Start of Data

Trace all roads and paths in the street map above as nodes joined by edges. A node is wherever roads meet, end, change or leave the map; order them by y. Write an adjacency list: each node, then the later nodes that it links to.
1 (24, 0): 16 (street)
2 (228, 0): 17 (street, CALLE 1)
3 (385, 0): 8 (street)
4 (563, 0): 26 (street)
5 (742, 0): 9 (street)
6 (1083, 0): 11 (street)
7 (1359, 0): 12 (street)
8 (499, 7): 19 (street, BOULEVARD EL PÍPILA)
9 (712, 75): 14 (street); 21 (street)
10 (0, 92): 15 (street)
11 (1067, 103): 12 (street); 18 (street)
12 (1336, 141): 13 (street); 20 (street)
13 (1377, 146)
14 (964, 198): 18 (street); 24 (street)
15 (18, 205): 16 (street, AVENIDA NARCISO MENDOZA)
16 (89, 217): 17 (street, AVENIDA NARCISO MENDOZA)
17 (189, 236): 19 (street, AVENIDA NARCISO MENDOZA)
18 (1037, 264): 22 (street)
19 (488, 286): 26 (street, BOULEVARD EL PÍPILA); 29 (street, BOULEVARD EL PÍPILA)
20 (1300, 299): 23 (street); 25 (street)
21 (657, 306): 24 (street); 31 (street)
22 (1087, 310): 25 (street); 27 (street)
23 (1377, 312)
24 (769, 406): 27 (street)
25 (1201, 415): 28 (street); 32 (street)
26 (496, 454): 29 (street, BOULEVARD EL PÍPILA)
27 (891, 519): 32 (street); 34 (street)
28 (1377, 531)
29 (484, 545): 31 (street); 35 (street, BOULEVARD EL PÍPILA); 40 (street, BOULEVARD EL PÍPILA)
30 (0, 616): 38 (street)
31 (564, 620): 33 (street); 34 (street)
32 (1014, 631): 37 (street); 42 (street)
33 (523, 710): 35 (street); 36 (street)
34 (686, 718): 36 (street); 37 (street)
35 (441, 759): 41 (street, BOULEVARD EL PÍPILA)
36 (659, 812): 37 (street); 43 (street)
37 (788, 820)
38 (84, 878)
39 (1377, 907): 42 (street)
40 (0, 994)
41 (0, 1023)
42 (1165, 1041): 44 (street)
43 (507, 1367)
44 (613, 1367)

End of Data

Task directions => Retype the entries one by one, exactly.

Exercise response =>
Trace all roads and paths in the street map above as nodes joined by edges. A node is wherever roads meet, end, change or leave the map; order them by y. Write an adjacency list: each node, then the later nodes that it links to.
1 (24, 0): 16 (street)
2 (228, 0): 17 (street, CALLE 1)
3 (385, 0): 8 (street)
4 (563, 0): 26 (street)
5 (742, 0): 9 (street)
6 (1083, 0): 11 (street)
7 (1359, 0): 12 (street)
8 (499, 7): 19 (street, BOULEVARD EL PÍPILA)
9 (712, 75): 14 (street); 21 (street)
10 (0, 92): 15 (street)
11 (1067, 103): 12 (street); 18 (street)
12 (1336, 141): 13 (street); 20 (street)
13 (1377, 146)
14 (964, 198): 18 (street); 24 (street)
15 (18, 205): 16 (street, AVENIDA NARCISO MENDOZA)
16 (89, 217): 17 (street, AVENIDA NARCISO MENDOZA)
17 (189, 236): 19 (street, AVENIDA NARCISO MENDOZA)
18 (1037, 264): 22 (street)
19 (488, 286): 26 (street, BOULEVARD EL PÍPILA); 29 (street, BOULEVARD EL PÍPILA)
20 (1300, 299): 23 (street); 25 (street)
21 (657, 306): 24 (street); 31 (street)
22 (1087, 310): 25 (street); 27 (street)
23 (1377, 312)
24 (769, 406): 27 (street)
25 (1201, 415): 28 (street); 32 (street)
26 (496, 454): 29 (street, BOULEVARD EL PÍPILA)
27 (891, 519): 32 (street); 34 (street)
28 (1377, 531)
29 (484, 545): 31 (street); 35 (street, BOULEVARD EL PÍPILA); 40 (street, BOULEVARD EL PÍPILA)
30 (0, 616): 38 (street)
31 (564, 620): 33 (street); 34 (street)
32 (1014, 631): 37 (street); 42 (street)
33 (523, 710): 35 (street); 36 (street)
34 (686, 718): 36 (street); 37 (street)
35 (441, 759): 41 (street, BOULEVARD EL PÍPILA)
36 (659, 812): 37 (street); 43 (street)
37 (788, 820)
38 (84, 878)
39 (1377, 907): 42 (street)
40 (0, 994)
41 (0, 1023)
42 (1165, 1041): 44 (street)
43 (507, 1367)
44 (613, 1367)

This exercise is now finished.